Hierarchical data is any kind of data where observations fall into groups or clusters. The most common examples at the SSCC are individuals living in a household and a subject being observed multiple times, but there are many other applications: schools within a district, courses taken by a student, or even individuals who are part of a subject's social network can all be treated as hierarchical data. Hierarchies can also have more than two levels; for example students may be grouped into classrooms which are grouped into schools which are grouped into districts.
One of the most useful tools for managing hierarchical data in Stata is the reshape command. It is very simple to use, but you need to be able to picture in your mind what it does and why. This article will try to give you that picture and then discuss using reshape in a variety of situations.
Note that SPSS has a tool called the Restructure Data Wizard which looks very different but does essentially the same thing, and you can write a program to do it in SAS (though with substantially more effort). Thus the conceptual parts of this article may be of interest even if you don't use Stata.
Describing Hierarchical Data
Since hierarchical data can describe so many different things, we need some to define terms that can apply to all of them. We'll describe the smallest unit in the data as the level one unit. In the examples mentioned above the level one unit would be an individual within the household, a particular time the subject was observed, a school within the district, a course taken by the student, or an individual within the subject's social network. A level two unit is then a group of level one units: the household in which the individuals live, the subject which is measured repeatedly, the district which contains the schools, the student who takes the courses or the subject whose social network is being described. If needed, a level three unit is a collection of level two units, and so forth.
Normally a hierarchical data set will include some variables which describe the level one units and some which describe the level two units. For example, a data set of individuals living in households may contain the age and sex of each individual, plus the household income of the household as a whole. Age and sex would then be level one variables while household income would be a level two variable.
Level two variables are easy to identify: they always have the same value for all level one units in the same level two unit. For example, the total number of people in the household must be the same for every member of a household, or if a subject is observed multiple times he or she must have the same race each time. Anything that varies within a level two unit is a level one variable: individuals within a household can obviously have different employment statuses, so employment status must be a level one variable. What occasionally gets forgotten is that individuals observed over time can change their education level or marital status, so those must be level one variables as well. While it's rarely difficult to identify which of your variables are level one and which are level two, taking a moment to do so during the planning stage of your project and before writing any code can help you avoid a lot of headaches.

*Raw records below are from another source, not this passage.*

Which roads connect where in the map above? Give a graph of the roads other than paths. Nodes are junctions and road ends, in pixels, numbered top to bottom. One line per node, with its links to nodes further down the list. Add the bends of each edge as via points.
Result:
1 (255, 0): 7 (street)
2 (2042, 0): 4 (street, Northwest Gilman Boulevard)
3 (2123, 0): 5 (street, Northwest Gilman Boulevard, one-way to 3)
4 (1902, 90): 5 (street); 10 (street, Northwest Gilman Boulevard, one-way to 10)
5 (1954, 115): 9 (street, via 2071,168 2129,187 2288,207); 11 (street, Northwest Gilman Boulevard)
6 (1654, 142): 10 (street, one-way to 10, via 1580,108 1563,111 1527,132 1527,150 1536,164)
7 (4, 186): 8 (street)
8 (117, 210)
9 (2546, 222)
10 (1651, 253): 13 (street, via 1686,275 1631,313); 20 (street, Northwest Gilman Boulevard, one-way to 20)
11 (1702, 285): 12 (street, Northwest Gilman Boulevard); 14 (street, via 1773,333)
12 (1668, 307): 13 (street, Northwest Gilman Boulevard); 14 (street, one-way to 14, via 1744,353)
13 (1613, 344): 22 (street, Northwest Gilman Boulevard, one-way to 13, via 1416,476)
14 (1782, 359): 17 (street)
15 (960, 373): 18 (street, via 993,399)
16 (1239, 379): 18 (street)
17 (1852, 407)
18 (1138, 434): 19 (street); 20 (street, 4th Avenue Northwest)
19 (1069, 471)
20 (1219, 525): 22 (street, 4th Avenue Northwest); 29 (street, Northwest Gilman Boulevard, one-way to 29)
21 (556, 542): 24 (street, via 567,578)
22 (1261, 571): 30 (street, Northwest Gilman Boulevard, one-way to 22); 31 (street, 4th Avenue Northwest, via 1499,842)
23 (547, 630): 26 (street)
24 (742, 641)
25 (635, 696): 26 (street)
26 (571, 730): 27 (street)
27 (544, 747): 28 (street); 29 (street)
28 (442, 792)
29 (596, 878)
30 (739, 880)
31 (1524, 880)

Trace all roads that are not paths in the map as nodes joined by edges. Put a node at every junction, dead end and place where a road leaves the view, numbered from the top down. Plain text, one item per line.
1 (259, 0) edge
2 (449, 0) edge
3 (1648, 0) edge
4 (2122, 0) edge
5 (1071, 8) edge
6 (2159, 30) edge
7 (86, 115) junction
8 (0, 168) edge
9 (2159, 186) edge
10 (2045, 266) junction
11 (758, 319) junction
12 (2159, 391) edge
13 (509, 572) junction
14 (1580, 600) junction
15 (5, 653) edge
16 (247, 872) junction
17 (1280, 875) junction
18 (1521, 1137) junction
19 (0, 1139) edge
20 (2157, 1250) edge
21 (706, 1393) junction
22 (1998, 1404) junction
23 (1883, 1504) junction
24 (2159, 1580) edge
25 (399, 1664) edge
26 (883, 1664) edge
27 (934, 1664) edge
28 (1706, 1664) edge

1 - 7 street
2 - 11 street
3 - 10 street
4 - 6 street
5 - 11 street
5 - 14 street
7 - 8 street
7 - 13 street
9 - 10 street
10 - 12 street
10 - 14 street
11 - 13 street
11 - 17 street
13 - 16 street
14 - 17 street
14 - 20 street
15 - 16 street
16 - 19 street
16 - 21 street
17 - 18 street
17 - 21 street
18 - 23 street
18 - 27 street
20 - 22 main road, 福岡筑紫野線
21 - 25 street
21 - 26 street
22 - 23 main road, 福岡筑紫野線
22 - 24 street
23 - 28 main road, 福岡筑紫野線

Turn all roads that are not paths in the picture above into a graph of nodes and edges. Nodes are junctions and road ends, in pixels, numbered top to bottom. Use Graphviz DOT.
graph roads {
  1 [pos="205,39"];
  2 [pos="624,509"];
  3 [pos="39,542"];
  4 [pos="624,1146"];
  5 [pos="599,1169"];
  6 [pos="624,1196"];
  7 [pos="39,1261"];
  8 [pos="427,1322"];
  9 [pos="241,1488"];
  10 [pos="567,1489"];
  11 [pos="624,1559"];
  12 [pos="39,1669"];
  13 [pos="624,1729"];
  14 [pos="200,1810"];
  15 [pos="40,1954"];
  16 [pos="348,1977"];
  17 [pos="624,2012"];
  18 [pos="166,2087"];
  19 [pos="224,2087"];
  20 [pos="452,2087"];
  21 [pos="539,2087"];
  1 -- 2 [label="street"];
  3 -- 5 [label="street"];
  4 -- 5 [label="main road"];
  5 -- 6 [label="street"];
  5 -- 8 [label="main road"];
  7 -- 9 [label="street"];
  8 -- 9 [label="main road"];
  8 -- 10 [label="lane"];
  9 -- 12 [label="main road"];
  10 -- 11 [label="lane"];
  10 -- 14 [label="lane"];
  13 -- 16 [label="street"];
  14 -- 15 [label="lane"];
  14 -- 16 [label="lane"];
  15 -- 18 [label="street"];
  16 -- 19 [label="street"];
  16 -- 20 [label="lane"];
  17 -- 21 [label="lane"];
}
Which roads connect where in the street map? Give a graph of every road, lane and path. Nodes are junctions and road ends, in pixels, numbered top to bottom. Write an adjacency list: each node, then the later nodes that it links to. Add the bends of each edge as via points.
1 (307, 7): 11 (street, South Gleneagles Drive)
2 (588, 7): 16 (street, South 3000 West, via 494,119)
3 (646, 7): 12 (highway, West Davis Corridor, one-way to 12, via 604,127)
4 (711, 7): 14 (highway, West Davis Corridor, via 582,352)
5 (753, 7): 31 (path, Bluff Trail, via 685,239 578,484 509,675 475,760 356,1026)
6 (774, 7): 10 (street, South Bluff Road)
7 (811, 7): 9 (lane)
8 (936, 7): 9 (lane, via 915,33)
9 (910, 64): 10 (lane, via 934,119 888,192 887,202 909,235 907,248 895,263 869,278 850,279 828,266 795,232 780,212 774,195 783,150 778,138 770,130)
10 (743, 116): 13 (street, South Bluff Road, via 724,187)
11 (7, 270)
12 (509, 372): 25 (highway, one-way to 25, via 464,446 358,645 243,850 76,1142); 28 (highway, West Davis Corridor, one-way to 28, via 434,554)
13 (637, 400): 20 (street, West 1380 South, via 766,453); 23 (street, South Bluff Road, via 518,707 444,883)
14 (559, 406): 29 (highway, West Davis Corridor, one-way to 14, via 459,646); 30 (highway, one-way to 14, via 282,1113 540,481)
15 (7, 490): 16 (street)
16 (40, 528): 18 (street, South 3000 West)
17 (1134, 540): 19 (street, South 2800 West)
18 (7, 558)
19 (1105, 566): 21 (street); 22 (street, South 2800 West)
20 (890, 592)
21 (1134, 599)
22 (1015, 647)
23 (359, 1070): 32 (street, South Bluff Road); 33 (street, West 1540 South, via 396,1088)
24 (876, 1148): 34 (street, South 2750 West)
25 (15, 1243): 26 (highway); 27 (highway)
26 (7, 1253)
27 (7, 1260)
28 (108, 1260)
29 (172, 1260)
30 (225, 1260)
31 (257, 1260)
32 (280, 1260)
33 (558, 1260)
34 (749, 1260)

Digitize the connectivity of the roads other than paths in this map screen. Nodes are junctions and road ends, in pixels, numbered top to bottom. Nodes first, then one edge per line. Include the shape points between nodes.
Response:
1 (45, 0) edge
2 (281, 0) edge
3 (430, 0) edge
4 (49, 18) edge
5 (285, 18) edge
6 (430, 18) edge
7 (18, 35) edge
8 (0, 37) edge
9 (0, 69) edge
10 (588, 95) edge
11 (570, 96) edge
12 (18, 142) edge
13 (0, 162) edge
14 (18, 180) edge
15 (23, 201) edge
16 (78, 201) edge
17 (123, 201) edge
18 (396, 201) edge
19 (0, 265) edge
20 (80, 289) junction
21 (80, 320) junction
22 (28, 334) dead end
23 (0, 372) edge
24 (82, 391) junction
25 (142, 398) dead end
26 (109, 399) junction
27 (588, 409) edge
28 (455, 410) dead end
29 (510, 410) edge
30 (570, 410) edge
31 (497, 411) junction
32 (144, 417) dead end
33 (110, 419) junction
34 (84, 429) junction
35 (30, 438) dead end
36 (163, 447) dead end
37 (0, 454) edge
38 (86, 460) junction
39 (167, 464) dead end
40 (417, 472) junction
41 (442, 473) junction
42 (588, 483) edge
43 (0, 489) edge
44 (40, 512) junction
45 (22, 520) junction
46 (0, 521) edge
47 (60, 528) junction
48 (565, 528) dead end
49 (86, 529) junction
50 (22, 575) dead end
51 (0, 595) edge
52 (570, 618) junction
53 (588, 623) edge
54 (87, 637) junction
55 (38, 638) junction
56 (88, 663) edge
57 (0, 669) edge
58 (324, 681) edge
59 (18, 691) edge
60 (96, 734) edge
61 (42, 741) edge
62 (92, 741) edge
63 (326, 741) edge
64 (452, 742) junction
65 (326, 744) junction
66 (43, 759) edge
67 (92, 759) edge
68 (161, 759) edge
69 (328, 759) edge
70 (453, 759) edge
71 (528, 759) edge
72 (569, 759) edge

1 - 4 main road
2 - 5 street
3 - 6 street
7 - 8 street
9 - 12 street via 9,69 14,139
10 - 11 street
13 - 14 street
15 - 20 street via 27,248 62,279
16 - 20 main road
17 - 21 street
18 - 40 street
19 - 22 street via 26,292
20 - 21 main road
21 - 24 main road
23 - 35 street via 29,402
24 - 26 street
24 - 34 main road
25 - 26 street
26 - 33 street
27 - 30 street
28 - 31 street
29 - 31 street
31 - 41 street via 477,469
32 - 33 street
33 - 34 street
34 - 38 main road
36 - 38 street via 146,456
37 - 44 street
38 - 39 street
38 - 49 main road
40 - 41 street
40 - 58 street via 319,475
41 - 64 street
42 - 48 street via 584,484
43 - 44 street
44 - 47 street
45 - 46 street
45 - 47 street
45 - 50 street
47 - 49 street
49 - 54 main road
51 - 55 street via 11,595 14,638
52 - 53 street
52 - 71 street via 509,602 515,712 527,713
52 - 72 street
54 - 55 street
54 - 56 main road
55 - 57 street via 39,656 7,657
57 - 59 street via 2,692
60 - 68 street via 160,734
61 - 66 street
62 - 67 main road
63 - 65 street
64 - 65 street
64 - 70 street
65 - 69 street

In an ideal world, each level would have an associated identifier: for example a household ID and an individual ID, or a subject ID and a wave ID. The level one identifiers only need to be unique within a level two group, and in fact reshape will only be able to use it if this is the case. Often data sets do not come with a usable level one identifier, but one can be created very easily.
Representing Hierarchical Data as a Matrix
Stata (like most statistical programs) stores its data in a matrix, where rows are observations and columns are variables. But when working with hierarchical data "observation" is an ambiguous term: it could mean either a level one unit or a level two unit. The purpose of the reshape command is to allow you to go back and forth between the two definitions at will, restructuring your data accordingly.
If an observation represents a level one unit, then your data are in the long form. The long form is so named because it has a larger number of observations but fewer variables. In the long form, both level one and level two variables are represented by columns in the data matrix. However, level two variables will have many repeated values, since all the observations in the same level two group will share the same values of all the level two variables.
If, on the other hand, an observation represents a level two unit, then your data are in the wide form. The wide form is so named because it has fewer observations but more variables. In wide form, level two variables are represented by columns as usual. However, level one variables are represented by sets of columns, with each set containing a column for each level one unit. Thus the values of the level one variables for each level one unit within a level two unit are stored in the same row, but in different columns.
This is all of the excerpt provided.